These new and updated courses, drawn from different departments across the university, offer new ways for students to fulfill the Cultural Diversity Core requirement. All of these classes focus on themes of difference, justice, and the common good. Faculty teaching these courses are currently participating in a series of preparatory workshops to discuss and debate the meanings of difference, justice, and the common good, to collaborate on their syllabi, and to develop strategies for engaging students in the classroom. Taking our differences seriously and striving for common ground embody the spirit of a liberal arts university in the Jesuit, Catholic tradition. The world’s diversity is real, and the pursuit of fairness and shared fulfillment is more urgent than ever. Students are encouraged to take these classes.
Tara Pisani Gareau, Earth and Environmental Sciences
TTh 10:30 a.m. (75-minute class)
Over the past 50 years, the industrial agriculture complex has led to amazing increases in grain yields which has met the basic calorie needs of much of the world’s population. However intensive production practices have come at a high environmental and social cost and climate
change now presents many new challenges to farmers.

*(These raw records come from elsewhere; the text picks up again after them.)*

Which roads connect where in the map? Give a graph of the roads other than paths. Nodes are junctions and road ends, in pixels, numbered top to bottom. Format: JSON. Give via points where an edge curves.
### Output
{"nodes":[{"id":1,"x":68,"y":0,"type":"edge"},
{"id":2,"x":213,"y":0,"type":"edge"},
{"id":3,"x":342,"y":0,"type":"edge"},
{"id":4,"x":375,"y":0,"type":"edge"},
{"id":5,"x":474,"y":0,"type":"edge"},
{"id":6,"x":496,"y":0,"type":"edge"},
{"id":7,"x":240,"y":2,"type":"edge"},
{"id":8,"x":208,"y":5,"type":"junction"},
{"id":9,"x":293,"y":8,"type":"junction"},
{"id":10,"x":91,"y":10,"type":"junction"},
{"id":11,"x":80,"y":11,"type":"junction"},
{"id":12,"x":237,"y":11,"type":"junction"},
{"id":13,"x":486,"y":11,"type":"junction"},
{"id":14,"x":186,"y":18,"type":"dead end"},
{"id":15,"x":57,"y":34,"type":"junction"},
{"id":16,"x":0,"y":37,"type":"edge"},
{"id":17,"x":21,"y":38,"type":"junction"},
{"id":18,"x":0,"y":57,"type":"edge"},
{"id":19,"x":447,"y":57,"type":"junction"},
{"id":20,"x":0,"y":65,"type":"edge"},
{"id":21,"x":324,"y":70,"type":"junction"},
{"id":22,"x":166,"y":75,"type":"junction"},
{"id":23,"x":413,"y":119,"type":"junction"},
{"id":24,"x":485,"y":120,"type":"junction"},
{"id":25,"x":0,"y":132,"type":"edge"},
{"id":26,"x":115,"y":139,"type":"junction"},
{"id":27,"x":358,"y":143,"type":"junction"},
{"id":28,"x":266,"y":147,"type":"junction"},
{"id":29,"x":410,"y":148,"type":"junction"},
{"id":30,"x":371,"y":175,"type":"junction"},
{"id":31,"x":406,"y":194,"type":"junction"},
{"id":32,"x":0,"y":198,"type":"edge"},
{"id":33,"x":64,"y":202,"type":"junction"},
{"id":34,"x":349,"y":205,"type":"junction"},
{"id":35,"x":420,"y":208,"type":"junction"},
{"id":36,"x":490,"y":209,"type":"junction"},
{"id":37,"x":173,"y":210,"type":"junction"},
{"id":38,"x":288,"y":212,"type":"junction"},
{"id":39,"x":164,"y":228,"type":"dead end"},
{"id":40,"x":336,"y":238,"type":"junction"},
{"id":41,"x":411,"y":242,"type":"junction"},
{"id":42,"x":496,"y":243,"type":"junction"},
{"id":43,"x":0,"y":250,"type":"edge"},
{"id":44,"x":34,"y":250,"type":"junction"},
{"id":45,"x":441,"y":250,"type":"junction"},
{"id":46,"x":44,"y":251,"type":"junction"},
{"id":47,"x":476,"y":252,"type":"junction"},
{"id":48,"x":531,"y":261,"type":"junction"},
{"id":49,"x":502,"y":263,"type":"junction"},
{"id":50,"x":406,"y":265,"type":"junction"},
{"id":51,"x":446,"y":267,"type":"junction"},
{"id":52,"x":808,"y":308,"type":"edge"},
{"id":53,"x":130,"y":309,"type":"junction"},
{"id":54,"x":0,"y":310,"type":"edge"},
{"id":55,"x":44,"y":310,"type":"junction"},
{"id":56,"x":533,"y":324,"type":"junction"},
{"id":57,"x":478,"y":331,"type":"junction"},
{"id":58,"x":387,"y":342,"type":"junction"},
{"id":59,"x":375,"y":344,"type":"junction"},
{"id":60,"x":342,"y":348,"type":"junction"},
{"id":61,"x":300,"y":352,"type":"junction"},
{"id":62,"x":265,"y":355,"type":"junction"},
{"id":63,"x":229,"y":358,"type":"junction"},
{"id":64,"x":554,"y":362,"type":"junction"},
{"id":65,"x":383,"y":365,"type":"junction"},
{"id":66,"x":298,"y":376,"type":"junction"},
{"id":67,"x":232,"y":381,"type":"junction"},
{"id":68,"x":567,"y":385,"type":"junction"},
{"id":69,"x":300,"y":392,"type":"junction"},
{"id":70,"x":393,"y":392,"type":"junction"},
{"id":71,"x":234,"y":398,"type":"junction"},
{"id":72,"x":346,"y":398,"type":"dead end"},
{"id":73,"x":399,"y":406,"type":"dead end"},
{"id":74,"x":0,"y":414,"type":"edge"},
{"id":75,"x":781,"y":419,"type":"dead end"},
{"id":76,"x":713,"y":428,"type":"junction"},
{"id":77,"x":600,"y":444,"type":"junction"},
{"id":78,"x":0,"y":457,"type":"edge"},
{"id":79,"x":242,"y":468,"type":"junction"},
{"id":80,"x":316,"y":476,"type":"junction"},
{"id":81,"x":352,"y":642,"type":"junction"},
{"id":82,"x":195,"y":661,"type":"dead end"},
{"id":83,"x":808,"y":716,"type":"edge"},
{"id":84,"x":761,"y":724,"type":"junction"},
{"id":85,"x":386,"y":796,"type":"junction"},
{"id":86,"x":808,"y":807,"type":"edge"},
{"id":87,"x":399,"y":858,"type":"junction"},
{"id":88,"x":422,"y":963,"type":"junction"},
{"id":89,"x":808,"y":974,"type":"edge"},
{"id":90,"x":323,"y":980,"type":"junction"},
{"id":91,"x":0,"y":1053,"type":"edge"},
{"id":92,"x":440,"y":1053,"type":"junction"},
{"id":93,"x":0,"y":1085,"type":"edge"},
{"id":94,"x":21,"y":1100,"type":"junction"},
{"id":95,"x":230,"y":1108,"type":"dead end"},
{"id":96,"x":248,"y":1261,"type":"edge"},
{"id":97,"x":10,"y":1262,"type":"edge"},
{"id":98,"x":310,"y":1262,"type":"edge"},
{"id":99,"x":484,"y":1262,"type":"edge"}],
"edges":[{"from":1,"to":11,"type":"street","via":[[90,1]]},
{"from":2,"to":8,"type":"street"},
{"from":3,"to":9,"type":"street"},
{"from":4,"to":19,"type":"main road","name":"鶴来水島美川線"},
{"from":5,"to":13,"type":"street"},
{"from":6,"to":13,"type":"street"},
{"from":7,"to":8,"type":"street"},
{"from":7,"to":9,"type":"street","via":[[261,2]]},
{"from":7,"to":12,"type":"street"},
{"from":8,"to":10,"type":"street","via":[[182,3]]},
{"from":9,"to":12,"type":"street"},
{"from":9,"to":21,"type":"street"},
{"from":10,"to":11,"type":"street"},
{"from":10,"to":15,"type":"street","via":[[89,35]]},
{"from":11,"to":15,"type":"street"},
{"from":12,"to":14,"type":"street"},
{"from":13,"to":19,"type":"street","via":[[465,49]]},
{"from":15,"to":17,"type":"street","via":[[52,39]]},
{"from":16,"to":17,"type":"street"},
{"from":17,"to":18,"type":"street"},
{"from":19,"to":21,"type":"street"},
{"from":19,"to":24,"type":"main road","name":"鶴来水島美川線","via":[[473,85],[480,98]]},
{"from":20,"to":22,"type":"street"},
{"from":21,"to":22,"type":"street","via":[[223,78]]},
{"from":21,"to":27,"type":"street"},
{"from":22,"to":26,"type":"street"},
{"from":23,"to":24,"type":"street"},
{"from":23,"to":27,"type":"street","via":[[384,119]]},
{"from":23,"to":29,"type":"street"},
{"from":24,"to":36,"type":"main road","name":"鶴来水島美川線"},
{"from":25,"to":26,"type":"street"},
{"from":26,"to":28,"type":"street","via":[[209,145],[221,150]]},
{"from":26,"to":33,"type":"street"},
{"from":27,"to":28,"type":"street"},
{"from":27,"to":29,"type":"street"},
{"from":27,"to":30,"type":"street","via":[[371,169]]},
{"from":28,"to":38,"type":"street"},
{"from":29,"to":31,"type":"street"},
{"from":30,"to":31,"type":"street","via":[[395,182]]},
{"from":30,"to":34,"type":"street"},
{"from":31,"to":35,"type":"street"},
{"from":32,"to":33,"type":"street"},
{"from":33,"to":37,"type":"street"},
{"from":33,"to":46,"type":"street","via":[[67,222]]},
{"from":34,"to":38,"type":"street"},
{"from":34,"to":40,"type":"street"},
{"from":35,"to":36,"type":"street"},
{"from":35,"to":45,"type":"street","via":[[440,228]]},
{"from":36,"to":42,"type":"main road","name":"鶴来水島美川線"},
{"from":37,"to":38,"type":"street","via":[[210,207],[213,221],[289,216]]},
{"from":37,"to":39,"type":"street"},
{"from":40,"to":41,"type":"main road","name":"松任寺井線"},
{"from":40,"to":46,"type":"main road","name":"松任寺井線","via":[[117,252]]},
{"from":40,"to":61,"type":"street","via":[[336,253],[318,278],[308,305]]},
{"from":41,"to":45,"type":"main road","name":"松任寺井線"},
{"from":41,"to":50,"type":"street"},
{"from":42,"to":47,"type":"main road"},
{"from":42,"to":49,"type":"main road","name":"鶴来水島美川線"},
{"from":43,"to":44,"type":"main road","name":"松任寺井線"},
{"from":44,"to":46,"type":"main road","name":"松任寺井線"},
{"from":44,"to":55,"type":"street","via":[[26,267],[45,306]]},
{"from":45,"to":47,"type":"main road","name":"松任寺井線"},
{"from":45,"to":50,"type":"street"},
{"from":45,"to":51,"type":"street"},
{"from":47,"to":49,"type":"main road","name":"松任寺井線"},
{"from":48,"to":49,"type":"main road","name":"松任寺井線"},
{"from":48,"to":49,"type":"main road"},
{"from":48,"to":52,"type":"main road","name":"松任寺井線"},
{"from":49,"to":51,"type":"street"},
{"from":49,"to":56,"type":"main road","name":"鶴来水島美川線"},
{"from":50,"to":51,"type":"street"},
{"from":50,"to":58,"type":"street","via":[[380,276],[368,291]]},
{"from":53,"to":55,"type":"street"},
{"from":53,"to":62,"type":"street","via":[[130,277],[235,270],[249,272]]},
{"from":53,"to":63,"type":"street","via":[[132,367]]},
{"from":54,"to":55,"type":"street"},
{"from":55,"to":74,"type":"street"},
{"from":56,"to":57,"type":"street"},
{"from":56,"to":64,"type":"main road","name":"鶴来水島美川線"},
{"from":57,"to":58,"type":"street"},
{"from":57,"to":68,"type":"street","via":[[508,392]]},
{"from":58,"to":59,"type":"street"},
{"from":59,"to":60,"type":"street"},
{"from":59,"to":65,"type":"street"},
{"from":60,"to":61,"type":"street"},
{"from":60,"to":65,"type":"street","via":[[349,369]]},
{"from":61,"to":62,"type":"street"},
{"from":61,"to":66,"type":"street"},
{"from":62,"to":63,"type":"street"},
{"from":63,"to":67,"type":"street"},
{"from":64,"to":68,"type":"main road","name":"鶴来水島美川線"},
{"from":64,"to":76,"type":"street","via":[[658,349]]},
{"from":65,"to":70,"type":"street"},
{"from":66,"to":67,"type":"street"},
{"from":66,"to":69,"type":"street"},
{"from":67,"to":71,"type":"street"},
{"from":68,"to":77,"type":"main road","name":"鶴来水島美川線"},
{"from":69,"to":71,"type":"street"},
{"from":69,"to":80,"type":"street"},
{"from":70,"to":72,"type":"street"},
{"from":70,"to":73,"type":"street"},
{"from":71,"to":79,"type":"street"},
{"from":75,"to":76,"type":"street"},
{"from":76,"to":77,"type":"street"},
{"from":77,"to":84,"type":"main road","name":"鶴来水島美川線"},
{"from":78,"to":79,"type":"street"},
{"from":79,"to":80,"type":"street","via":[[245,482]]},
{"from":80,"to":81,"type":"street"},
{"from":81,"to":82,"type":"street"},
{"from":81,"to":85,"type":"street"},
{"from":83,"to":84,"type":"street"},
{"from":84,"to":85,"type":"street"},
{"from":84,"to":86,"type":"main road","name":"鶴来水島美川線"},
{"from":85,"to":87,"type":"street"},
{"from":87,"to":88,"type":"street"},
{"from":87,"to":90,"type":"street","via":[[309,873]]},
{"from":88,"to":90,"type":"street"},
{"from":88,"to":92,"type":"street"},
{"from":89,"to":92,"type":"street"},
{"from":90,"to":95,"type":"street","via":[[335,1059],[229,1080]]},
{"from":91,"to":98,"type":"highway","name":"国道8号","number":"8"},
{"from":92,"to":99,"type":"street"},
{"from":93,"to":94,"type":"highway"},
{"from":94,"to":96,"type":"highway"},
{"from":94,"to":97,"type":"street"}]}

A new approach to food production is needed, one that not only restores the ecosystem services on farmland and reduces fossil fuel inputs, but also one that supports farm families, builds communities of cooperation, and promotes human health. This course explores the historical basis of agriculture, the concept of sustainability, the agricultural practices that lead to improved ecosystem services, and alternative marketing approaches and cultural relationships. Students will come away from this course with an in-depth understanding of what sustainable agriculture is and how it can be applied to various situations in the world.
Min Song, English
TTh 9:00 a.m. (75-minute class)
This course is a multidisciplinary introduction to the experiences of Asians in the United States. We will draw on history, literature, psychology, sociology, film, fine arts, and popular culture to understand how Asian Americans make, and remake, identities and cultures for themselves. We will explore the diversity and heterogeneity of a racial group that has long had a major, if frequently under-appreciated, impact on American society as a whole. Asian American studies faculty will give guest lectures to the class to share their expertise.
Allison Adair, English
MWF 11:00 a.m.
This course investigates the relationships between rap and traditional poetry, not only in terms of their historical and cultural significance but also for their aesthetic value, as art forms involved in storytelling, music, and performance. Close analysis of poetry from oral and written traditions will offer new insight into rap’s dominant and divisive issues: free speech, consumerism, criminality, urban identity, regionalism, intellectual property, and the politics of race, gender, and sexuality. Readings include Tricia Rose’s Black Noise and The Hip Hop Wars, Jeff
Chang’s Can’t Stop Won’t Stop, and Adam Bradley’s Book of Rhymes, among others. No experience necessary.
Lynn Lyerly, History
MWF 1:00 p.m.
Racism is, unfortunately, as American as apple pie and baseball. This course explores the roots of racial hatred and the changes in American racism over time. In addition to studying the ideas that buttress racism, this course will examine case studies of racism in practice, such as the Tuskegee syphilis experiment, convict leasing, segregated recreation, the Trail of Tears and Japanese internment.
Marilynn Johnson, History
TTh 12:00 p.m. (75-minute class)
This service-learning course examines the history of social action in twentieth-century America. In an effort to understand how systems of power have shaped race, class, and gender relations, fostered inequality, and spurred activism, we will conduct case studies of several liberal and radical social movements including settlement houses, the labor movement, Alinsky-style community organizing, southern civil rights, and the War on Poverty. Students in the class must also participate in a local community service/action project for at least 3 hours per week, the
functions and history of which will be the subject of classroom discussion, service reflection, and research.
Karen Miller, History
MWF 1:00 p.m. (75-minute class)
The two-semester survey examines the history and culture of African-Americans from the pre-colonial period to the present. The first semester treats the period before the middle passage, the evolution of slave and free society, development of Black institutions, and emergence of the protest movements through the Civil War's end. During the second semester, the emphases are placed on issues of freedom and equality from Reconstruction, urban migration, civil rights struggles through current consideration of race, class, and gender conflicts.
Shawn McGuffey, Sociology and African and African Diaspora Studies
TTH 1:30 p.m. (75-minute class)
In 1896, distinguished scholar W.E.B. DuBois became convinced that the experience of Africans in the Americas was so distinctive that it was imperative to study Black people in order to understand power dynamics at all levels of society. This course will study those power dynamics.
While paying particular attention to the many ways that racial power dynamics have impacted all people of African descent in the United States, this course does not assume a uniform Black experience. We shall see that gender, class, and sexuality greatly shape the differing experiences of African-Americans.